- [Task input]
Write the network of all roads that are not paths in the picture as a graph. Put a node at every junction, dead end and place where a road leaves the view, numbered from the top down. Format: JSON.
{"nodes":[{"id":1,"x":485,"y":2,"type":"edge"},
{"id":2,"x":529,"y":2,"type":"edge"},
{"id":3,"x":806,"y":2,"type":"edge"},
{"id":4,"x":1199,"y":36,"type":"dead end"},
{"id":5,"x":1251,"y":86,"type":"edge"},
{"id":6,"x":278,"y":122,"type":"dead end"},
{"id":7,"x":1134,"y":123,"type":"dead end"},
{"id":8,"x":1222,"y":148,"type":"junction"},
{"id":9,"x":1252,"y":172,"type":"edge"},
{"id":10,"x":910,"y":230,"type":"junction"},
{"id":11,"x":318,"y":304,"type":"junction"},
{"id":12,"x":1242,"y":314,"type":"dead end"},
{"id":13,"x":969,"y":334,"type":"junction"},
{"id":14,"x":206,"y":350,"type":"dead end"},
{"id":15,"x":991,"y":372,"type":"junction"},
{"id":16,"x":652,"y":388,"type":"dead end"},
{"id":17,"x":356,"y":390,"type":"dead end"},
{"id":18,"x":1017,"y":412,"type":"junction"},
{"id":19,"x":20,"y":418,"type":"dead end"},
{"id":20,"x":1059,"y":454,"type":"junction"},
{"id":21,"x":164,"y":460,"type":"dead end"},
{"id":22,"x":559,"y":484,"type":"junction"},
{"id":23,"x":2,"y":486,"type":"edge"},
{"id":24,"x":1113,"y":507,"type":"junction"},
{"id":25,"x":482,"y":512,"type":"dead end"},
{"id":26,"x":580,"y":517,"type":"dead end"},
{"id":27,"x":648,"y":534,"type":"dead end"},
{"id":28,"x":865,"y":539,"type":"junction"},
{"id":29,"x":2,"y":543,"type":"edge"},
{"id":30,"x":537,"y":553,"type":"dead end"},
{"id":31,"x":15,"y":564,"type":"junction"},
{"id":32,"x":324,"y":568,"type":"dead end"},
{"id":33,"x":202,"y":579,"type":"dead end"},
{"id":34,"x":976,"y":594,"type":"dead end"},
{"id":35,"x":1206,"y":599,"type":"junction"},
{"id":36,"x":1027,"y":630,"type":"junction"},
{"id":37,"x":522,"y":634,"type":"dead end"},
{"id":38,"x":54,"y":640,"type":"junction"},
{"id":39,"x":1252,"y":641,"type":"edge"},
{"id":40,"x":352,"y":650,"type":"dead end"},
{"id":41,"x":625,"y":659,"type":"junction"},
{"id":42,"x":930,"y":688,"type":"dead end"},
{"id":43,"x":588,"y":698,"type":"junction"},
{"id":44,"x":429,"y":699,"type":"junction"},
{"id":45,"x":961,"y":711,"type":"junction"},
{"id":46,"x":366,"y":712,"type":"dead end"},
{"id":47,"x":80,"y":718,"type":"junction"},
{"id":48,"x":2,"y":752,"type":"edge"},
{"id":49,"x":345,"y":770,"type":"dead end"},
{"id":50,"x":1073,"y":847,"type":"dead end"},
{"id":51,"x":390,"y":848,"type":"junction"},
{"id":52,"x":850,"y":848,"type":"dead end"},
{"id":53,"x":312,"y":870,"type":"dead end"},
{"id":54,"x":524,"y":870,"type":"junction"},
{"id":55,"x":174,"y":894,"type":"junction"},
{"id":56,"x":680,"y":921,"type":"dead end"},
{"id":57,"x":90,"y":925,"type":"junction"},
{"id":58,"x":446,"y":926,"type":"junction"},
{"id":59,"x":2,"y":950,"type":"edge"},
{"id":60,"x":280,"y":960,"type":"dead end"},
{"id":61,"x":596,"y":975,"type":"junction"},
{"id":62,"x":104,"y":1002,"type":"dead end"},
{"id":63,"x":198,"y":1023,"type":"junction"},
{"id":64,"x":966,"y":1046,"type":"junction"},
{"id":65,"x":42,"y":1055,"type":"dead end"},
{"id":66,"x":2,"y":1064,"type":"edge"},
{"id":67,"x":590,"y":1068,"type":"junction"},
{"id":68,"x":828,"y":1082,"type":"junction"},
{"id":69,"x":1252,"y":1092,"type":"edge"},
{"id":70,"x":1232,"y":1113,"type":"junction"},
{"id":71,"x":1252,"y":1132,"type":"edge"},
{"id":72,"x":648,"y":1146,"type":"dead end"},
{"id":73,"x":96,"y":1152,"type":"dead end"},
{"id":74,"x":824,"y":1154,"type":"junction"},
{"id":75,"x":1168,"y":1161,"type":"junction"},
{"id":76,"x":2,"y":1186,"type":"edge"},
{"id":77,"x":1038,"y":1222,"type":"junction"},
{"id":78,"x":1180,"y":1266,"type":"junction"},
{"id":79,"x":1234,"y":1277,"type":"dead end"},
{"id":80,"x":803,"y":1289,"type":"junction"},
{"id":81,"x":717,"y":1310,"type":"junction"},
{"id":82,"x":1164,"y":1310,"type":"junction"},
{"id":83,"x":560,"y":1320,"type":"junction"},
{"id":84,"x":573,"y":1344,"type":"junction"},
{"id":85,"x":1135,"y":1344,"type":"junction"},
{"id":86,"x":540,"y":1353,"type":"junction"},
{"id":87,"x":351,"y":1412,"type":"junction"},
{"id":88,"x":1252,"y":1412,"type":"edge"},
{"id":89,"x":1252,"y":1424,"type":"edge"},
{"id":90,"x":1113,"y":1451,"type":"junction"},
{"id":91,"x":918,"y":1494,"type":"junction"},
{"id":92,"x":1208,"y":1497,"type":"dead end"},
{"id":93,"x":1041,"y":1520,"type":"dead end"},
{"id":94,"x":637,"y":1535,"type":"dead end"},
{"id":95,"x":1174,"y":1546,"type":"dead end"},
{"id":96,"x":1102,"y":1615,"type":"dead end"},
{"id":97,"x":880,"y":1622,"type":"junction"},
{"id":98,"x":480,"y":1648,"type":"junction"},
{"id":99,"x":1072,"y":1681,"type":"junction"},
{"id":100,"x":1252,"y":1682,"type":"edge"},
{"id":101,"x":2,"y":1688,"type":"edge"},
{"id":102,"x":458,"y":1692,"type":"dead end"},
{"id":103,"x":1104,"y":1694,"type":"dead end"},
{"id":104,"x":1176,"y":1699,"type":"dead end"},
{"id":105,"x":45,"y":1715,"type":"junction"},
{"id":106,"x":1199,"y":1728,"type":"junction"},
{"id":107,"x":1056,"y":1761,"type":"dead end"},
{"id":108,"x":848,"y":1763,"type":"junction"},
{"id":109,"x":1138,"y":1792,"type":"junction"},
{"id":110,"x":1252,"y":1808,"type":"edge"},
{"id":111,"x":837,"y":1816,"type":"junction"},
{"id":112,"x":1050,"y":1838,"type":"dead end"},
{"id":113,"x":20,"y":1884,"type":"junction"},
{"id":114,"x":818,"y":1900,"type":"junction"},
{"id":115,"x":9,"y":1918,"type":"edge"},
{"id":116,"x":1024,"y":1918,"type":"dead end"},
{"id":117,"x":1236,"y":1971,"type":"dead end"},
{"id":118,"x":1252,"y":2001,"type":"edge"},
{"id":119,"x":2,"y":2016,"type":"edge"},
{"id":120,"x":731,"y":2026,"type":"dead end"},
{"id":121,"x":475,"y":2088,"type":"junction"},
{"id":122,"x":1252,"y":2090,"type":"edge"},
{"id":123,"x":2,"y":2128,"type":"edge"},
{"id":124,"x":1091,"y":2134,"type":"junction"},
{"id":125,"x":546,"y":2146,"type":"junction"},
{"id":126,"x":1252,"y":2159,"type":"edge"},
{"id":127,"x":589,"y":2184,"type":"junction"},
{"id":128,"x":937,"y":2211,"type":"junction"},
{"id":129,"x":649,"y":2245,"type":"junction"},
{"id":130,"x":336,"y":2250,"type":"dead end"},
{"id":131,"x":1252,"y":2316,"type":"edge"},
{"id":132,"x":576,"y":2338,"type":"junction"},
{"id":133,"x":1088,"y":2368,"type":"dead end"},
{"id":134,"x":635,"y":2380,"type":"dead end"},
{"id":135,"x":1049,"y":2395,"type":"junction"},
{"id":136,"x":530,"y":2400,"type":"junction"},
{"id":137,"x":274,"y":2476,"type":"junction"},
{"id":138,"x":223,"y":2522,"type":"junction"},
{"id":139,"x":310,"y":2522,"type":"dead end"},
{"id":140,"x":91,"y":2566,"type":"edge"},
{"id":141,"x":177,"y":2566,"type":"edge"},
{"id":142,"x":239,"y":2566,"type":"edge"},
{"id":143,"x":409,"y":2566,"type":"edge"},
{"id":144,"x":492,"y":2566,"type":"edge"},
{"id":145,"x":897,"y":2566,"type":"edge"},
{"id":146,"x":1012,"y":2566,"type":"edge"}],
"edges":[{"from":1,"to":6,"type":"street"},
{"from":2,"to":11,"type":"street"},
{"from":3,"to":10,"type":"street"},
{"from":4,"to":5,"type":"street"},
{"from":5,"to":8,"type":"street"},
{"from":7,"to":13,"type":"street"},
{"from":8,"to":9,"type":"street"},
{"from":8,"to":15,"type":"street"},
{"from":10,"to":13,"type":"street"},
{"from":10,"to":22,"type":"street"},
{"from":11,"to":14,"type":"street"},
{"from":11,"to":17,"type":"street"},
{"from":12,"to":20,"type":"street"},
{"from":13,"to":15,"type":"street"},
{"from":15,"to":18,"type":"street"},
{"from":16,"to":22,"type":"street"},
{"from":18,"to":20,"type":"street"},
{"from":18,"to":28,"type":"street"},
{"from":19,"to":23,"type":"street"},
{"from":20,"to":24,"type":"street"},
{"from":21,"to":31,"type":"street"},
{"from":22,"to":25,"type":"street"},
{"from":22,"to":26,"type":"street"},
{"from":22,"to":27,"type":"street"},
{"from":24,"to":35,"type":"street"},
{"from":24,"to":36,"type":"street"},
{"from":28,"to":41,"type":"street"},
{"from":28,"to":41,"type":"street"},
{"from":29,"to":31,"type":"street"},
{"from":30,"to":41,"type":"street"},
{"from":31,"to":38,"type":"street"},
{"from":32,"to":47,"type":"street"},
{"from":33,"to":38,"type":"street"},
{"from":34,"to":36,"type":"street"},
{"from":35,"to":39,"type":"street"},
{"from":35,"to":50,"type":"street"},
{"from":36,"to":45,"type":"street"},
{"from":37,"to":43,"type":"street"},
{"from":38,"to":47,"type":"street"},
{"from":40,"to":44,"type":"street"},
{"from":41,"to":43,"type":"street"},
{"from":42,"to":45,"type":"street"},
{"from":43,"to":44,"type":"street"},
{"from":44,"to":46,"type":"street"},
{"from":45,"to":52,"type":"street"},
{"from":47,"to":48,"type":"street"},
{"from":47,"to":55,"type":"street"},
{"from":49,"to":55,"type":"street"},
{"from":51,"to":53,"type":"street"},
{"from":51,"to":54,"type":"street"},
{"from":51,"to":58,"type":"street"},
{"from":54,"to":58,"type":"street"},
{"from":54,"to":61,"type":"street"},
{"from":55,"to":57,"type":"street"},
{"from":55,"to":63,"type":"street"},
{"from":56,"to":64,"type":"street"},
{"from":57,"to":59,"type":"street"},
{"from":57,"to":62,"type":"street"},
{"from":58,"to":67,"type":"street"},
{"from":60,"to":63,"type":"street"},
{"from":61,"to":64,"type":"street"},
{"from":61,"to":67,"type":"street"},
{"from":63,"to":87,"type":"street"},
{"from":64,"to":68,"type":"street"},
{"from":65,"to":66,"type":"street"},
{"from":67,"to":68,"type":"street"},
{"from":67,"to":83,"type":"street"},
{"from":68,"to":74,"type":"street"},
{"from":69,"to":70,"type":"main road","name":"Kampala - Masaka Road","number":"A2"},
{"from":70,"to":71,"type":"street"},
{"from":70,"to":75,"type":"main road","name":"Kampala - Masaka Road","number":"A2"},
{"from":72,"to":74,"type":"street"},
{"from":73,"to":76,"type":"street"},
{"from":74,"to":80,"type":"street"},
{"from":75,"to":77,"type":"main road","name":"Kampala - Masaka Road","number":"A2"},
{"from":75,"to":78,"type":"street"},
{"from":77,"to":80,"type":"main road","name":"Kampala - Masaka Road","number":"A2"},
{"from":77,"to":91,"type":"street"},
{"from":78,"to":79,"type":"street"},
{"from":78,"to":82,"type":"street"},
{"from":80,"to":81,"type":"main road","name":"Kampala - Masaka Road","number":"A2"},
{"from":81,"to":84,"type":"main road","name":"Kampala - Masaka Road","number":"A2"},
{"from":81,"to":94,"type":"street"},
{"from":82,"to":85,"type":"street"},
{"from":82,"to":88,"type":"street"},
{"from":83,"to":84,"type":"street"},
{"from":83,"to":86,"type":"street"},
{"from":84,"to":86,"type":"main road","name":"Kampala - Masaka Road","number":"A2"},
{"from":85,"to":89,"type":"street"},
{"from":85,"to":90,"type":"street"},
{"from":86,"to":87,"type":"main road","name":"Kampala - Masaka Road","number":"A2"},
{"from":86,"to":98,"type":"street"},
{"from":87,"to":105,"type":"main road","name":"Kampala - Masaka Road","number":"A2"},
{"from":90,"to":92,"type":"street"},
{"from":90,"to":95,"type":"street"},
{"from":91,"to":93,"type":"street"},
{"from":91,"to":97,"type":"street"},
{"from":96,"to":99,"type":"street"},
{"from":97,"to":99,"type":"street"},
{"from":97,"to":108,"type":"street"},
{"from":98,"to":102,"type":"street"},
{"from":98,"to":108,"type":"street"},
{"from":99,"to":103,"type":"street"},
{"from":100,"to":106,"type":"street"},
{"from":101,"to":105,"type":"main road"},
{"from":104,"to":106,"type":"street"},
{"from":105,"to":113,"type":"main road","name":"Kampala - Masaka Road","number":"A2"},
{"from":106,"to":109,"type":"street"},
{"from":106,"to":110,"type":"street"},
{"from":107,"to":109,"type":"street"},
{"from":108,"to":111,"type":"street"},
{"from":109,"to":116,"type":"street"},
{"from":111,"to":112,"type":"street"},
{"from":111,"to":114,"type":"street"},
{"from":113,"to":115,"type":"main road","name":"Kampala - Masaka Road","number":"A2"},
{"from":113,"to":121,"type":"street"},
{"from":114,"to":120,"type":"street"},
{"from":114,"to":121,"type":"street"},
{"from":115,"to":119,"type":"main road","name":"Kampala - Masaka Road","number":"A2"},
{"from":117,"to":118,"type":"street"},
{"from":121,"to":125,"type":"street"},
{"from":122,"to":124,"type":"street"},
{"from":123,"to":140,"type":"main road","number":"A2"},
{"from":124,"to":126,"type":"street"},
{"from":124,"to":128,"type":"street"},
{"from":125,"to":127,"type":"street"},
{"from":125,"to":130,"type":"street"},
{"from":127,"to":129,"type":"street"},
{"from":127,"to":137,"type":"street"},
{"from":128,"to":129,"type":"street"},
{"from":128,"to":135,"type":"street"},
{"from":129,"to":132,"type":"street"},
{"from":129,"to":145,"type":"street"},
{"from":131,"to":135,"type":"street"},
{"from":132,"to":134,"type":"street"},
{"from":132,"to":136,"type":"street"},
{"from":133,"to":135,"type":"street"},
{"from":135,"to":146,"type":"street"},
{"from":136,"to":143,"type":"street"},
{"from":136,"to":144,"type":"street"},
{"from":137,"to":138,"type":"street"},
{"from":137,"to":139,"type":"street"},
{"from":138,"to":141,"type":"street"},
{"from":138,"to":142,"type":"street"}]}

- [Exercise requirements] Show each line of the material that includes the string "Masaka" by copying it.

- [Task response]
{"from":69,"to":70,"type":"main road","name":"Kampala - Masaka Road","number":"A2"},
{"from":70,"to":75,"type":"main road","name":"Kampala - Masaka Road","number":"A2"},
{"from":75,"to":77,"type":"main road","name":"Kampala - Masaka Road","number":"A2"},
{"from":77,"to":80,"type":"main road","name":"Kampala - Masaka Road","number":"A2"},
{"from":80,"to":81,"type":"main road","name":"Kampala - Masaka Road","number":"A2"},
{"from":81,"to":84,"type":"main road","name":"Kampala - Masaka Road","number":"A2"},
{"from":84,"to":86,"type":"main road","name":"Kampala - Masaka Road","number":"A2"},
{"from":86,"to":87,"type":"main road","name":"Kampala - Masaka Road","number":"A2"},
{"from":87,"to":105,"type":"main road","name":"Kampala - Masaka Road","number":"A2"},
{"from":105,"to":113,"type":"main road","name":"Kampala - Masaka Road","number":"A2"},
{"from":113,"to":115,"type":"main road","name":"Kampala - Masaka Road","number":"A2"},
{"from":115,"to":119,"type":"main road","name":"Kampala - Masaka Road","number":"A2"},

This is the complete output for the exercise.